Porsi delle domande, magari anche scomode, viene spesso considerato strano, a volte estremista, talebano, luddista, ecc. Ma è strano o assolutamente normale cercare di capire quello che ci è arrivato addosso dal punto di vista sanitario, sociale, psicologico, relazionale, tecnologico, educativo, ambientale, energetico, idrico e del controllo? La generalizzata mancanza di analisi è dovuta al fatto che l’invenzione è così subdola e scintillante che crea una assuefazione immediata. Un'assuefazione mentale e fisica che, come una potente droga (non a caso è stata paragonata alla cocaina e al crack da studi scientifici ed esperti, non dai talebani), fa in modo che non ci si possa né staccare, né pensare di vivere senza. Tutta la società è stata costruita attorno a questa invenzione e ormai la voliera è pronta, siamo limitatamente liberi, come nel Truman Show, con la sola differenza che Truman non ne era consapevole, noi sì, eccome.

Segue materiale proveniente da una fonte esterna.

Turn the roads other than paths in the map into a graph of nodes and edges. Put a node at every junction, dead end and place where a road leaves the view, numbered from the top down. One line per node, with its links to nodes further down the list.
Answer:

L’argomento è vastissimo, qui mi limito a segnalare come tante analisi che propongo da anni e che erano descritte come “estremismi”, ora sono confermate da fior fiore di esperti, di tutte le taglie e caratteristiche. È un diluvio di libri, analisi, blog, studi, siti web che improvvisamente hanno scoperto che smartphone e annessi social non sono proprio questa meraviglia che ci hanno raccontato quelli che li hanno inventati e diffusi, che, è sempre bene ricordare, sono dei privati che hanno solo e unicamente il profitto come obiettivo, e per arrivarci ricorrono a qualsiasi mezzo.

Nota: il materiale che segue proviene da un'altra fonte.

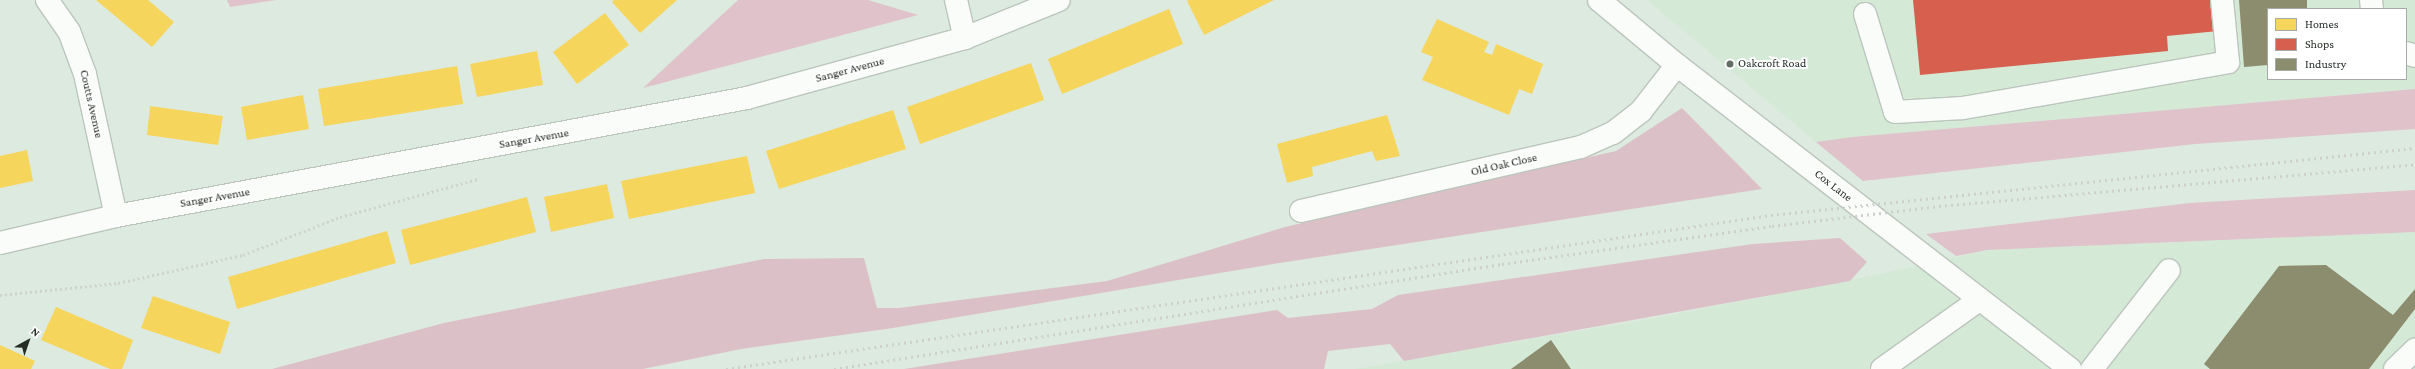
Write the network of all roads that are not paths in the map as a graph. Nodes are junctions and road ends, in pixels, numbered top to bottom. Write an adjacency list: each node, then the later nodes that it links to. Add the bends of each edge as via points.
1 (47, 0): 10 (street, Coutts Avenue, via 69,32 85,74)
2 (956, 0): 7 (street)
3 (1059, 0): 7 (street, Sanger Avenue)
4 (1599, 0): 8 (street, Cox Lane)
5 (2222, 0): 6 (street, via 2228,62 1963,108 1896,112)
6 (1865, 14)
7 (965, 38): 10 (street, Sanger Avenue, via 747,98)
8 (1677, 65): 9 (street, Old Oak Close, via 1641,111 1613,133 1581,147); 13 (street, Cox Lane)
9 (1301, 211)
10 (116, 216): 11 (street, Sanger Avenue)
11 (0, 243)
12 (2170, 270): 17 (street)
13 (1979, 300): 15 (street); 16 (street, Cox Lane)
14 (2415, 350): 18 (street)
15 (1882, 369)
16 (2070, 369)
17 (2092, 369)
18 (2395, 369)

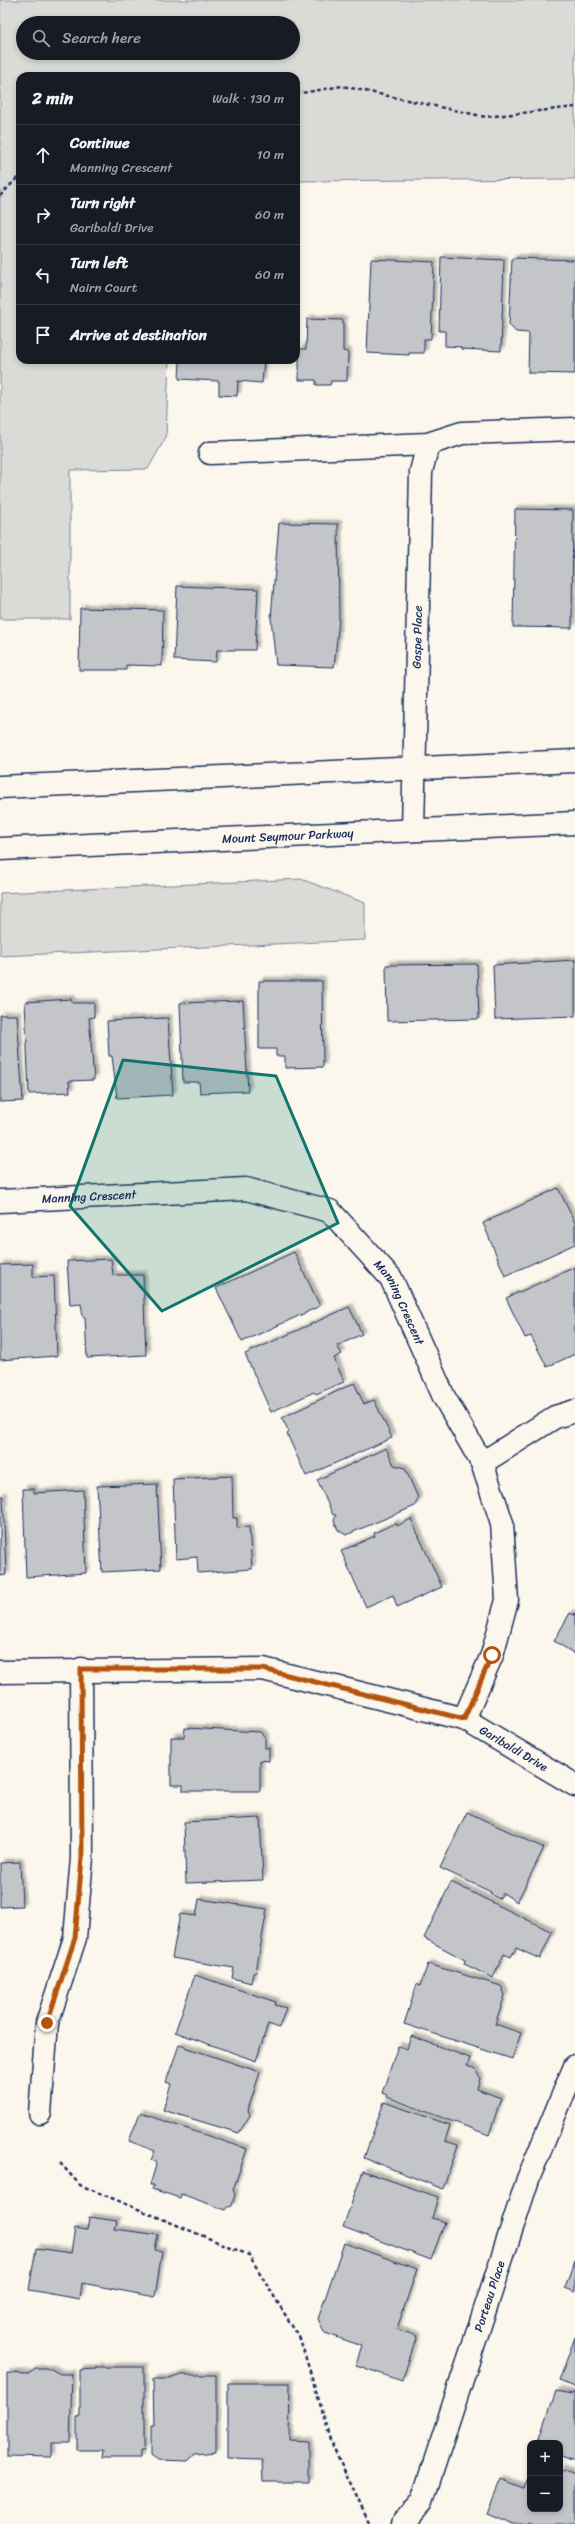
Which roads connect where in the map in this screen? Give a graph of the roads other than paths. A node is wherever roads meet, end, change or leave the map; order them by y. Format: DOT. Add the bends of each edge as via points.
graph roads {
  1 [pos="575,429"];
  2 [pos="428,444"];
  3 [pos="210,453"];
  4 [pos="575,761"];
  5 [pos="413,769"];
  6 [pos="0,787"];
  7 [pos="575,822"];
  8 [pos="413,830"];
  9 [pos="0,849"];
  10 [pos="0,1201"];
  11 [pos="575,1411"];
  12 [pos="482,1463"];
  13 [pos="81,1669"];
  14 [pos="0,1672"];
  15 [pos="464,1719"];
  16 [pos="575,1785"];
  17 [pos="575,2066"];
  18 [pos="40,2113"];
  19 [pos="402,2524"];
  1 -- 2 [label="street" via="462,433"];
  2 -- 3 [label="street"];
  2 -- 5 [label="street, Gaspe Place" via="421,472"];
  4 -- 5 [label="street"];
  5 -- 6 [label="street"];
  5 -- 8 [label="street, Gaspe Place"];
  7 -- 8 [label="street, Mount Seymour Parkway"];
  8 -- 9 [label="street, Mount Seymour Parkway"];
  10 -- 12 [label="street, Manning Crescent" via="246,1188 330,1210 391,1278 444,1397"];
  11 -- 12 [label="street" via="555,1417"];
  12 -- 15 [label="street, Manning Crescent" via="502,1523 507,1600 492,1655"];
  13 -- 14 [label="street, Garibaldi Drive"];
  13 -- 15 [label="street, Garibaldi Drive" via="263,1669"];
  13 -- 18 [label="street" via="82,1858 76,1931 47,2023"];
  15 -- 16 [label="street, Garibaldi Drive"];
  17 -- 19 [label="street, Porteau Place" via="528,2179 422,2501"];
}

Sempre più cattedratici, medici, psicologi, esperti vari, addirittura politici (sarà perché vedono i loro figli “zombiezzarsi?”) si accorgono che i social non sono per niente educativi, non connettono veramente le persone, danno problemi di ogni tipo, sono solo macchine per fare soldi senza scrupolo alcuno, meno che mai per i giovani, bersaglio principale perché con meno difese. Si accorgono che il cellulare è diventato una protesi del corpo senza la quale le persone non sanno stare, che li antepongono a qualsiasi cosa e persona e tutta la loro vita viene racchiusa nella magica lampada di Aladino tascabile. Questi sono aspetti drammatici; così come per il tabacco (e non a caso) qualcuno sta pensando (come io paventavo già anni fa) di mettere la scritta “nuoce gravemente alla salute” sui cellulari, ma ormai i buoi sono tutti scappati fino all’ultimo e chiudere adesso i recinti è fra il ridicolo e l’ingenuo.

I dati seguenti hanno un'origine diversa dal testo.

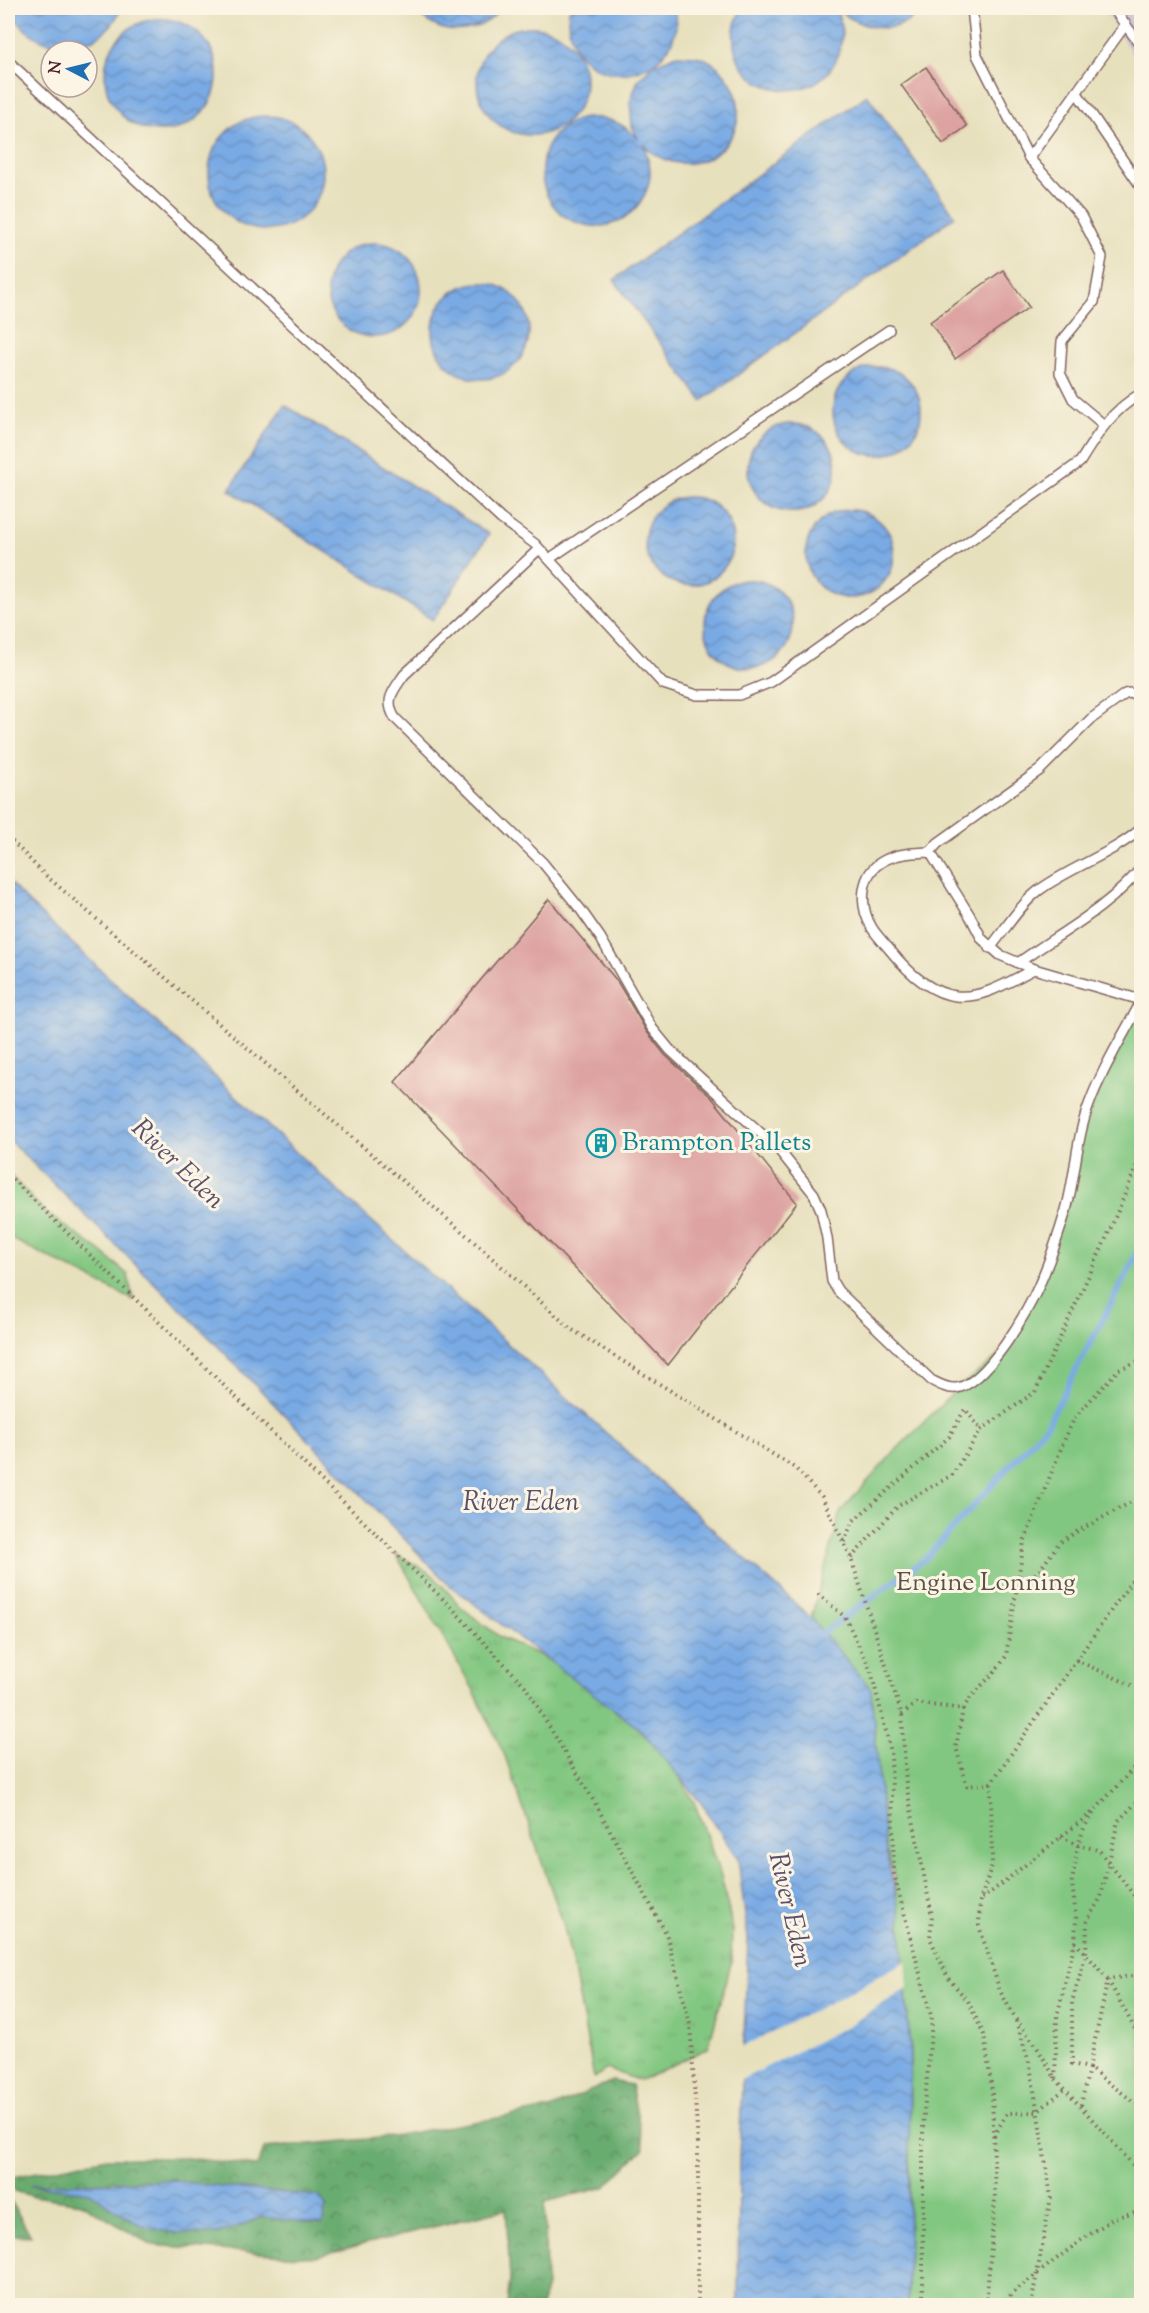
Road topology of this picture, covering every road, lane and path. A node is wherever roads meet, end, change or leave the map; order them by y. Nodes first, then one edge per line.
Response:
1 (972, 8) edge
2 (1113, 8) edge
3 (1126, 24) junction
4 (1142, 47) edge
5 (8, 61) edge
6 (1077, 93) junction
7 (1029, 158) junction
8 (1142, 188) edge
9 (889, 330) dead end
10 (1142, 393) edge
11 (1104, 424) junction
12 (539, 549) junction
13 (549, 559) junction
14 (1142, 697) edge
15 (1142, 828) edge
16 (8, 837) edge
17 (930, 852) junction
18 (1142, 867) edge
19 (990, 948) junction
20 (1018, 963) junction
21 (1034, 969) junction
22 (1141, 1000) edge
23 (1142, 1153) edge
24 (8, 1175) edge
25 (1142, 1360) edge
26 (981, 1430) junction
27 (1142, 1499) edge
28 (844, 1543) junction
29 (851, 1558) junction
30 (1142, 1566) edge
31 (1016, 1590) junction
32 (818, 1594) dead end
33 (1076, 1660) junction
34 (1142, 1690) edge
35 (963, 1709) junction
36 (902, 1714) junction
37 (1142, 1759) edge
38 (991, 1783) junction
39 (1142, 1797) edge
40 (1096, 1809) junction
41 (1061, 1837) junction
42 (1078, 1845) junction
43 (1108, 1859) junction
44 (980, 1901) junction
45 (1142, 1906) edge
46 (1075, 1941) junction
47 (1086, 1954) junction
48 (1142, 1975) edge
49 (1108, 1979) junction
50 (1015, 2018) junction
51 (1142, 2042) edge
52 (1089, 2068) junction
53 (1055, 2078) junction
54 (1065, 2090) junction
55 (1142, 2098) edge
56 (1081, 2105) junction
57 (1141, 2108) edge
58 (1037, 2112) junction
59 (994, 2136) junction
60 (1142, 2175) edge
61 (1142, 2210) edge
62 (1037, 2274) junction
63 (698, 2306) edge
64 (924, 2306) edge
65 (986, 2306) edge
66 (1003, 2306) edge
67 (1031, 2306) edge

1 - 7 lane
2 - 3 lane
3 - 4 lane
3 - 6 lane
5 - 12 lane
6 - 7 lane
6 - 8 lane
7 - 11 lane
9 - 13 lane
10 - 11 lane
11 - 13 lane
12 - 13 lane
12 - 22 lane
14 - 17 lane
15 - 19 lane
16 - 28 path
17 - 19 lane
17 - 21 lane
18 - 20 lane
19 - 20 lane
20 - 21 lane
21 - 22 lane
23 - 26 path
24 - 63 path
25 - 31 path
26 - 28 path
26 - 29 path
27 - 31 path
28 - 29 path
29 - 36 path
30 - 33 path
31 - 35 path
32 - 64 path
33 - 34 path
33 - 38 path
35 - 36 path
35 - 38 path
36 - 59 path
37 - 40 path
38 - 44 path
39 - 43 path
40 - 41 path
40 - 42 path
41 - 42 path
41 - 44 path
42 - 43 path
42 - 46 path
43 - 45 path
43 - 47 path
44 - 50 path
46 - 47 path
46 - 53 path
47 - 49 path
47 - 52 path
48 - 49 path
49 - 51 path
49 - 52 path
50 - 53 path
50 - 58 path
52 - 56 path
52 - 57 path
53 - 54 path
54 - 56 path
54 - 58 path
55 - 57 path
56 - 60 path
58 - 59 path
58 - 62 path
59 - 65 path
61 - 62 path
62 - 66 path
62 - 67 path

Nella sterminata produzione letteraria e scientifica, si inseriscono anche due recenti libri: Bye bye smartphone e Bimbi off line, editi da Terra Nuova sull’argomento smartphone, social e giovani.
Il primo a firma dallo scrittore americano Paul Greenberg che propone addirittura l’abbandono dello smartphone (non risulta che sia un talebano ma anzi uno stimato e moderno studioso) e il secondo a firma di Katherine Johnson Martinko, una madre di famiglia canadese con tre figli molto attiva dal punto di vista sociale e ambientale. I due autori fanno analisi e considerazioni che cercano di fornire soluzioni per chi volesse provare delle alternative rispetto alla dipendenza digitale costruita da imperi privati. Due importanti testimonianze che danno una ulteriore conferma e sprone che forse sarebbe anche ora di svegliarsi dal malefico incantesimo. Speriamo.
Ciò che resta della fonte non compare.